What is needed: Everything in the listing below should be repeated exactly.

The data:
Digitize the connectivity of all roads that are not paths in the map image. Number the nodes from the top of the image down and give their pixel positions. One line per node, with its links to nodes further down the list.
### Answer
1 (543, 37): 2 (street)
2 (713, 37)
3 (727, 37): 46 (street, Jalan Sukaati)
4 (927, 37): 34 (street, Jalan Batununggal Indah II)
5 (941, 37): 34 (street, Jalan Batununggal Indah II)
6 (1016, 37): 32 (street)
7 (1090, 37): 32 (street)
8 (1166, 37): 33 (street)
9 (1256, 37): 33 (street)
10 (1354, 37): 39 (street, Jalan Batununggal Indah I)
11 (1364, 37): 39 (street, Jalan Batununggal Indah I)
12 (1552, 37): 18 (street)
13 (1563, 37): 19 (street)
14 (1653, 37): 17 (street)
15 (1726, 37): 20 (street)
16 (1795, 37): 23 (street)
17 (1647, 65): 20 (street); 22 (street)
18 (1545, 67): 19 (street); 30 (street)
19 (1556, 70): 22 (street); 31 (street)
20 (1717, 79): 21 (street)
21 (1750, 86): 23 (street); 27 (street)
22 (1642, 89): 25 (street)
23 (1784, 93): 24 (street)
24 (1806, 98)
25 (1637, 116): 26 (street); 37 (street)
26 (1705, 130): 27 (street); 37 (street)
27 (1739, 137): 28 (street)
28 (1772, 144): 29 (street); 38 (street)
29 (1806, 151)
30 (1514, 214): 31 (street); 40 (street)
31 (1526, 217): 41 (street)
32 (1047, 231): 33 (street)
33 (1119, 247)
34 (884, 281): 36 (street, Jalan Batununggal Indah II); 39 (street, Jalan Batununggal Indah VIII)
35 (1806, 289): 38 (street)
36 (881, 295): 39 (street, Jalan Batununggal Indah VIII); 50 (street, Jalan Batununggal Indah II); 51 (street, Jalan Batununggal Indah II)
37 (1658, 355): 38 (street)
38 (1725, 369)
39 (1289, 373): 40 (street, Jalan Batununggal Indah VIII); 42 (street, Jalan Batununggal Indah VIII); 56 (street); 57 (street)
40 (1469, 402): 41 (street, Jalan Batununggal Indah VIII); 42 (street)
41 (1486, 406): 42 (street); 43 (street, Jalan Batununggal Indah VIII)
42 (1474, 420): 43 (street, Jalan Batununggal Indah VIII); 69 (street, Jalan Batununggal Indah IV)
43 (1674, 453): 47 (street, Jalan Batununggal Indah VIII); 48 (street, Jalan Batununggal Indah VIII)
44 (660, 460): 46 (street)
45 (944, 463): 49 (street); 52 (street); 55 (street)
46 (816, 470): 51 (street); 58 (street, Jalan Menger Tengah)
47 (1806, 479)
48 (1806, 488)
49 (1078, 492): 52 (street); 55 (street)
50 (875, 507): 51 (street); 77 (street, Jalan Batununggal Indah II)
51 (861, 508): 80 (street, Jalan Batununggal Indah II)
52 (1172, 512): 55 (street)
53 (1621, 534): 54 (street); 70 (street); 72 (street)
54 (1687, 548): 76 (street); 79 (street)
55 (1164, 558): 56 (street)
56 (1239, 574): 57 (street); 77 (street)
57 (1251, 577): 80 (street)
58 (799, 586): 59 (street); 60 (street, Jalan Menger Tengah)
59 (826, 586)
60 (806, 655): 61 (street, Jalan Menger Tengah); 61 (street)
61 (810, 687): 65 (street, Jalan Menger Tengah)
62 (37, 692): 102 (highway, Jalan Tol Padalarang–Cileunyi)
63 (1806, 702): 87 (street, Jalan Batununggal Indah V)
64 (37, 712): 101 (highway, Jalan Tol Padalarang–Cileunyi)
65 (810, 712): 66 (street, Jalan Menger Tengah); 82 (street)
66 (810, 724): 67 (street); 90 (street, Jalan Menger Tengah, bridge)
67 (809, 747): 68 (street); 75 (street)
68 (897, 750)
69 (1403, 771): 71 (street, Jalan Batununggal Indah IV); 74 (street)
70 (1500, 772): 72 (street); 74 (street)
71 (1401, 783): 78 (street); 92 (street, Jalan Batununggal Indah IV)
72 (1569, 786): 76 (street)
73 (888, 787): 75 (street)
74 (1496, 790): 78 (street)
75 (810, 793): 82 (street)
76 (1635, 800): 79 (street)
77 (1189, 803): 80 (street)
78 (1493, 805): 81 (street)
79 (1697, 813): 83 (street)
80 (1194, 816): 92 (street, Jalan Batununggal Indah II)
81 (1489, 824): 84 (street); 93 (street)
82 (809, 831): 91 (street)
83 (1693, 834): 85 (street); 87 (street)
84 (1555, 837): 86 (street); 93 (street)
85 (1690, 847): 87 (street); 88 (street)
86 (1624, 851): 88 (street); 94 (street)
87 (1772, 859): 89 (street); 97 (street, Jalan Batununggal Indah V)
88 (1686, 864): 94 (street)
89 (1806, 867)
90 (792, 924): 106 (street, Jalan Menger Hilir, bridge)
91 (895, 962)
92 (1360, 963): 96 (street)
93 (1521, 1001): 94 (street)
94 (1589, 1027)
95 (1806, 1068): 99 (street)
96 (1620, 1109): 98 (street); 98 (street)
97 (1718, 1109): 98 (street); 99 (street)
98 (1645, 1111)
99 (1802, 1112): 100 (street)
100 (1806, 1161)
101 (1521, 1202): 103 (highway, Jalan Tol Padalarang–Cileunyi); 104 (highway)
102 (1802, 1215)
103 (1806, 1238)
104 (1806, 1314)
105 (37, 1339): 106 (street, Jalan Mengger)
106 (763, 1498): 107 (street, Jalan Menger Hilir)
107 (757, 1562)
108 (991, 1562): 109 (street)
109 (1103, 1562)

Solution to this exercise:
Digitize the connectivity of all roads that are not paths in the map image. Number the nodes from the top of the image down and give their pixel positions. One line per node, with its links to nodes further down the list.
### Answer
1 (543, 37): 2 (street)
2 (713, 37)
3 (727, 37): 46 (street, Jalan Sukaati)
4 (927, 37): 34 (street, Jalan Batununggal Indah II)
5 (941, 37): 34 (street, Jalan Batununggal Indah II)
6 (1016, 37): 32 (street)
7 (1090, 37): 32 (street)
8 (1166, 37): 33 (street)
9 (1256, 37): 33 (street)
10 (1354, 37): 39 (street, Jalan Batununggal Indah I)
11 (1364, 37): 39 (street, Jalan Batununggal Indah I)
12 (1552, 37): 18 (street)
13 (1563, 37): 19 (street)
14 (1653, 37): 17 (street)
15 (1726, 37): 20 (street)
16 (1795, 37): 23 (street)
17 (1647, 65): 20 (street); 22 (street)
18 (1545, 67): 19 (street); 30 (street)
19 (1556, 70): 22 (street); 31 (street)
20 (1717, 79): 21 (street)
21 (1750, 86): 23 (street); 27 (street)
22 (1642, 89): 25 (street)
23 (1784, 93): 24 (street)
24 (1806, 98)
25 (1637, 116): 26 (street); 37 (street)
26 (1705, 130): 27 (street); 37 (street)
27 (1739, 137): 28 (street)
28 (1772, 144): 29 (street); 38 (street)
29 (1806, 151)
30 (1514, 214): 31 (street); 40 (street)
31 (1526, 217): 41 (street)
32 (1047, 231): 33 (street)
33 (1119, 247)
34 (884, 281): 36 (street, Jalan Batununggal Indah II); 39 (street, Jalan Batununggal Indah VIII)
35 (1806, 289): 38 (street)
36 (881, 295): 39 (street, Jalan Batununggal Indah VIII); 50 (street, Jalan Batununggal Indah II); 51 (street, Jalan Batununggal Indah II)
37 (1658, 355): 38 (street)
38 (1725, 369)
39 (1289, 373): 40 (street, Jalan Batununggal Indah VIII); 42 (street, Jalan Batununggal Indah VIII); 56 (street); 57 (street)
40 (1469, 402): 41 (street, Jalan Batununggal Indah VIII); 42 (street)
41 (1486, 406): 42 (street); 43 (street, Jalan Batununggal Indah VIII)
42 (1474, 420): 43 (street, Jalan Batununggal Indah VIII); 69 (street, Jalan Batununggal Indah IV)
43 (1674, 453): 47 (street, Jalan Batununggal Indah VIII); 48 (street, Jalan Batununggal Indah VIII)
44 (660, 460): 46 (street)
45 (944, 463): 49 (street); 52 (street); 55 (street)
46 (816, 470): 51 (street); 58 (street, Jalan Menger Tengah)
47 (1806, 479)
48 (1806, 488)
49 (1078, 492): 52 (street); 55 (street)
50 (875, 507): 51 (street); 77 (street, Jalan Batununggal Indah II)
51 (861, 508): 80 (street, Jalan Batununggal Indah II)
52 (1172, 512): 55 (street)
53 (1621, 534): 54 (street); 70 (street); 72 (street)
54 (1687, 548): 76 (street); 79 (street)
55 (1164, 558): 56 (street)
56 (1239, 574): 57 (street); 77 (street)
57 (1251, 577): 80 (street)
58 (799, 586): 59 (street); 60 (street, Jalan Menger Tengah)
59 (826, 586)
60 (806, 655): 61 (street, Jalan Menger Tengah); 61 (street)
61 (810, 687): 65 (street, Jalan Menger Tengah)
62 (37, 692): 102 (highway, Jalan Tol Padalarang–Cileunyi)
63 (1806, 702): 87 (street, Jalan Batununggal Indah V)
64 (37, 712): 101 (highway, Jalan Tol Padalarang–Cileunyi)
65 (810, 712): 66 (street, Jalan Menger Tengah); 82 (street)
66 (810, 724): 67 (street); 90 (street, Jalan Menger Tengah, bridge)
67 (809, 747): 68 (street); 75 (street)
68 (897, 750)
69 (1403, 771): 71 (street, Jalan Batununggal Indah IV); 74 (street)
70 (1500, 772): 72 (street); 74 (street)
71 (1401, 783): 78 (street); 92 (street, Jalan Batununggal Indah IV)
72 (1569, 786): 76 (street)
73 (888, 787): 75 (street)
74 (1496, 790): 78 (street)
75 (810, 793): 82 (street)
76 (1635, 800): 79 (street)
77 (1189, 803): 80 (street)
78 (1493, 805): 81 (street)
79 (1697, 813): 83 (street)
80 (1194, 816): 92 (street, Jalan Batununggal Indah II)
81 (1489, 824): 84 (street); 93 (street)
82 (809, 831): 91 (street)
83 (1693, 834): 85 (street); 87 (street)
84 (1555, 837): 86 (street); 93 (street)
85 (1690, 847): 87 (street); 88 (street)
86 (1624, 851): 88 (street); 94 (street)
87 (1772, 859): 89 (street); 97 (street, Jalan Batununggal Indah V)
88 (1686, 864): 94 (street)
89 (1806, 867)
90 (792, 924): 106 (street, Jalan Menger Hilir, bridge)
91 (895, 962)
92 (1360, 963): 96 (street)
93 (1521, 1001): 94 (street)
94 (1589, 1027)
95 (1806, 1068): 99 (street)
96 (1620, 1109): 98 (street); 98 (street)
97 (1718, 1109): 98 (street); 99 (street)
98 (1645, 1111)
99 (1802, 1112): 100 (street)
100 (1806, 1161)
101 (1521, 1202): 103 (highway, Jalan Tol Padalarang–Cileunyi); 104 (highway)
102 (1802, 1215)
103 (1806, 1238)
104 (1806, 1314)
105 (37, 1339): 106 (street, Jalan Mengger)
106 (763, 1498): 107 (street, Jalan Menger Hilir)
107 (757, 1562)
108 (991, 1562): 109 (street)
109 (1103, 1562)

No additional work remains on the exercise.